In terms of how aggressive central banks will ultimately need to be on interest rates, there are a variety of encouraging signs that inflation may be close to an inflection point and that some of the initial underlying drivers are now backing off.  Most obviously, commodity prices are simmering down broadly.  A basket of key commodity prices has melted almost 20% in the past seven weeks alone from the early June peak and is now almost precisely right back to levels prevailing in the days prior to the invasion of Ukraine.  We are a long way though from seeing a reversal in Fed policy like we saw at the end of 2018, after stocks had dropped over 20% in the fourth quarter of that year.  Central banks have only just begun their tightening and inflationary expectations have become somewhat ‘embedded’ as evidenced by ongoing wage gains and price escalators.  Our expectation is that rate increases will continue into the back half of 2022 but we might not see any further increases next year as inflation will have already receded back to the 2-3% range on slower economic growth.

Markets very well may be oversold technically, and we think the long-run outlook for stock returns has improved markedly since the start of the year, but that is very different from saying the stock market has definitively ‘bottomed’.  We need to have some reliable measure of investor sentiment to make that assessment.  If everybody is itching to get back into the market at the bottom, it probably means we are not yet at the ‘capitulation phase’.   Investor ‘despair’ rather than optimism is symptomatic of stock market lows.  While punishment for optimism has been swift in 2022, a decade of bull-market conditioning is proving difficult to vanquish.   In the 2009 bear market (S&P500 fell 56%) U.S. investors pulled $78 billion out of Equity Funds.  During the 2020 downturn (S&P down 34% in a month) investors redeemed another $43 billion from stocks.  However, in the current downturn, which has seen the S&P drop over 23% at the lows, investors actually put $70 billion back INTO stock funds.
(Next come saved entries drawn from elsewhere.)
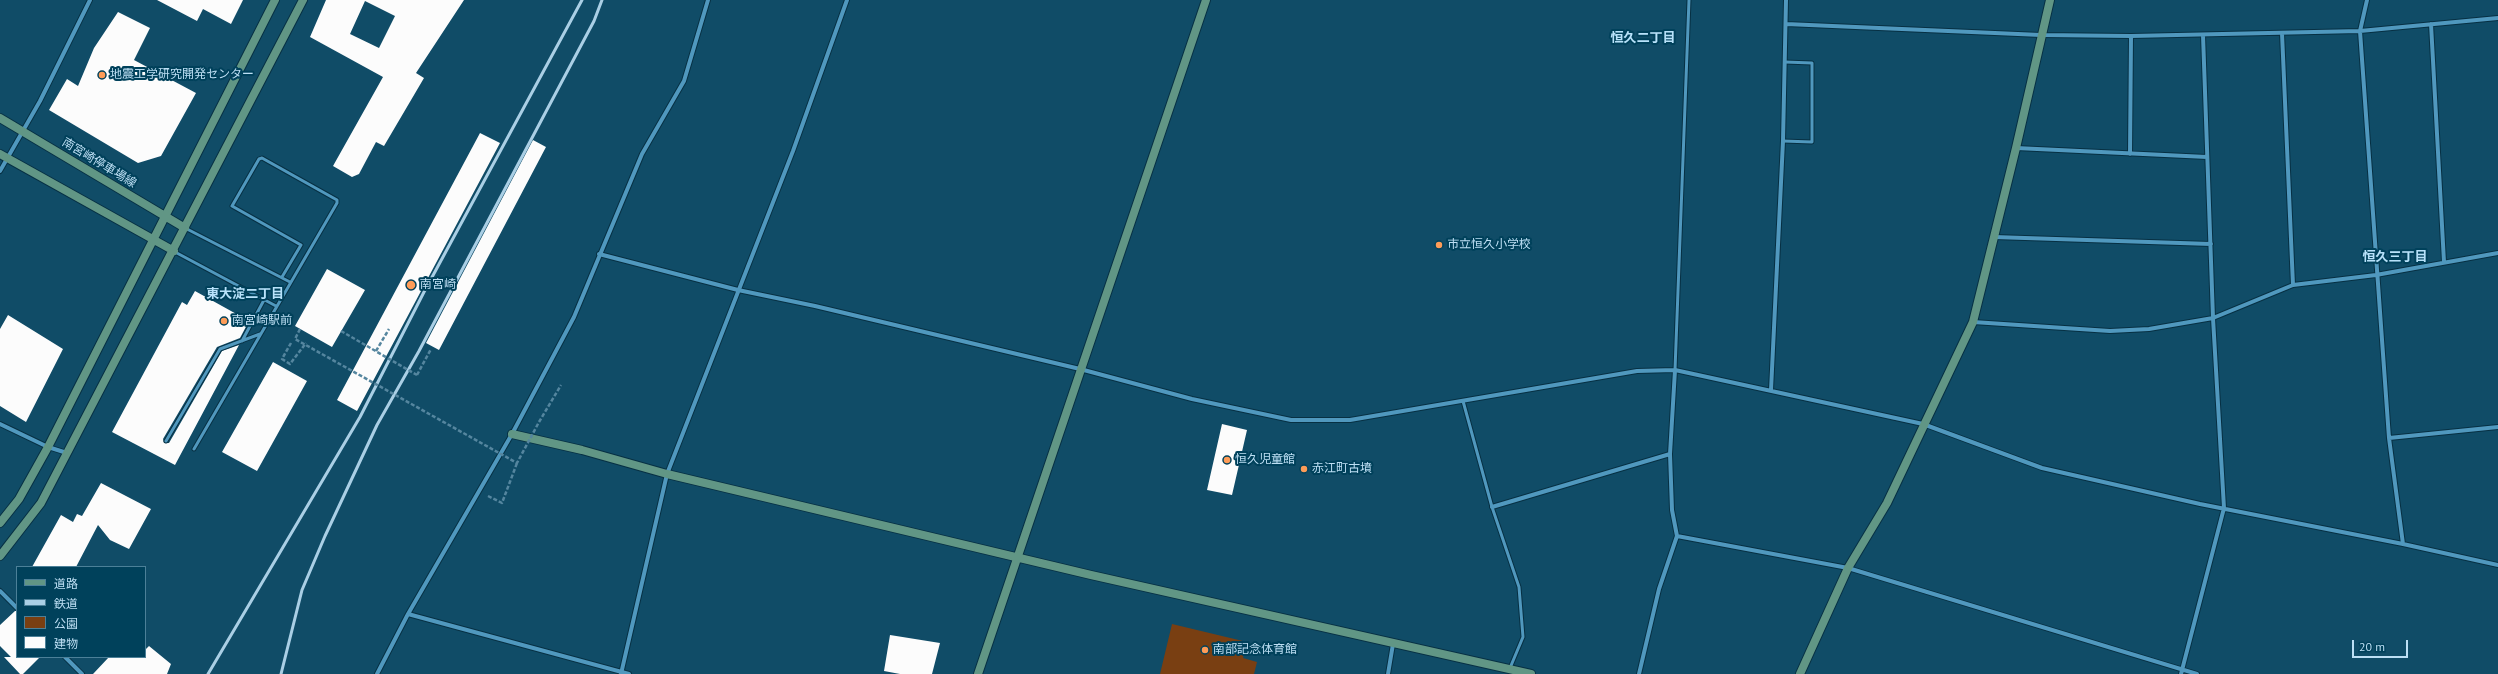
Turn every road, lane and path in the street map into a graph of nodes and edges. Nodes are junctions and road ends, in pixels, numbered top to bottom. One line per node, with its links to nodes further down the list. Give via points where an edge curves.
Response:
1 (90, 0): 21 (street)
2 (275, 0): 29 (street)
3 (303, 0): 30 (street)
4 (708, 0): 36 (street, via 684,81 642,154)
5 (847, 0): 42 (street, via 793,151)
6 (1206, 0): 56 (street)
7 (1689, 0): 57 (lane)
8 (1786, 0): 12 (street)
9 (2050, 0): 16 (street)
10 (2367, 0): 14 (street)
11 (2498, 18): 13 (street)
12 (1786, 24): 16 (street); 19 (street)
13 (2431, 24): 14 (street); 37 (street)
14 (2360, 31): 15 (street); 38 (street)
15 (2282, 33): 17 (street); 41 (street)
16 (2041, 35): 18 (street); 23 (street)
17 (2203, 35): 18 (street); 26 (street)
18 (2131, 36): 25 (street)
19 (1785, 62): 22 (street); 22 (lane, via 1812,63 1812,142)
20 (0, 118): 21 (street, 南宮崎停車場線)
21 (23, 132): 27 (street); 29 (street, 南宮崎停車場線)
22 (1783, 141): 59 (street)
23 (2016, 148): 25 (street); 31 (street)
24 (0, 154): 27 (street)
25 (2130, 154): 26 (street)
26 (2208, 157): 33 (street)
27 (8, 159): 28 (street); 32 (street)
28 (0, 171)
29 (165, 216): 30 (street, 南宮崎停車場線); 32 (street)
30 (186, 228): 34 (street); 39 (lane)
31 (1994, 237): 33 (street); 46 (street)
32 (153, 240): 34 (street); 67 (street)
33 (2211, 244): 45 (street)
34 (174, 251): 43 (lane); 69 (street)
35 (2498, 253): 37 (street)
36 (599, 254): 42 (street); 64 (street, via 574,318)
37 (2444, 262): 38 (street)
38 (2376, 276): 41 (street); 65 (street)
39 (282, 277): 40 (lane); 40 (lane, via 301,246 232,206 259,159 262,158 337,200)
40 (290, 282): 44 (lane)
41 (2293, 285): 45 (street)
42 (738, 290): 56 (street); 72 (street)
43 (264, 300): 44 (lane); 51 (lane)
44 (276, 306): 50 (lane)
45 (2213, 318): 46 (street, via 2149,329 2110,331); 75 (street)
46 (1973, 322): 62 (street)
47 (300, 329): 53 (path, bridge, via 296,339)
48 (389, 329): 55 (path)
49 (341, 331): 55 (path, bridge)
50 (260, 334): 51 (lane); 68 (lane)
51 (242, 341): 66 (lane, via 220,349)
52 (291, 343): 53 (path, via 282,359 290,364)
53 (306, 344): 71 (path, bridge)
54 (431, 349): 55 (path, bridge, via 417,375)
55 (376, 351)
56 (1080, 369): 60 (street, via 1192,399 1291,420 1350,420); 80 (street)
57 (1675, 370): 59 (street); 60 (street, via 1637,371 1480,396); 70 (street)
58 (561, 385): 71 (path, bridge)
59 (1771, 390): 62 (street)
60 (1463, 401): 74 (lane)
61 (0, 424): 67 (street)
62 (1923, 424): 75 (street, via 2042,468); 82 (street, via 1887,502)
63 (2498, 427): 65 (street)
64 (512, 434): 72 (street); 85 (street)
65 (2389, 438): 78 (street)
66 (166, 442)
67 (48, 447): 69 (street); 76 (street, via 19,499)
68 (194, 449)
69 (67, 453): 79 (street, via 41,503)
70 (1670, 454): 74 (street); 77 (street, via 1672,510)
71 (517, 463): 73 (path)
72 (667, 474): 80 (street); 90 (street)
73 (502, 503)
74 (1492, 507): 88 (lane, via 1519,587 1522,637)
75 (2224, 508): 78 (street); 89 (street)
76 (0, 522)
77 (1677, 536): 82 (street); 97 (street, via 1659,589)
78 (2403, 544): 81 (street)
79 (0, 556)
80 (1019, 557): 86 (street); 94 (street)
81 (2498, 565)
82 (1848, 568): 89 (street); 98 (street)
83 (0, 591): 84 (street)
84 (16, 607)
85 (408, 614): 90 (street); 92 (street)
86 (1393, 644): 88 (street); 95 (street)
87 (66, 658): 91 (street)
88 (1509, 669): 96 (street)
89 (2181, 672): 99 (street)
90 (621, 673): 93 (street)
91 (82, 674)
92 (376, 674)
93 (629, 674)
94 (978, 674)
95 (1388, 674)
96 (1531, 674)
97 (1639, 674)
98 (1800, 674)
99 (2197, 674)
While retail investors have been throwing more money into stock funds during this year’s selloff, institutional investors (a much larger contingent of total investment dollars) have gone in the other direction and slashed their exposure to risk assets to levels not seen even during the global financial crisis.  In a sign of full capitulation amid a “dire” economic outlook, according to Bank of America’s Monthly Fund Manager Survey, global growth and profit expectations sank to an all-time low, while recession expectations were at their highest since the pandemic-fueled slowdown in May 2020.  Investor allocation to stocks plunged to levels last seen in October 2008, while exposure to cash surged to the highest since 2001.  A net 58% of fund managers said they’re taking lower than normal risks, a more bearish level than the record seen in the survey during the global financial crisis in 12008.  Also, in the survey, equity fund managers’ cash holdings hit 6.1%, the highest tally since October 2001.  A net negative 40% of respondents said they are overweight equities; that’s the percentage of respondents who said they are overweight stocks minus the percentage who aren’t. When positioning reaches such bearish extremes, stocks tend to have only one direction to go, even if fundamentals continue to look shaky.  Putting together the more bullish outlook of retail investors compared the record bearishness of institutional investors leads one to conclude that the ‘big money is bearish!”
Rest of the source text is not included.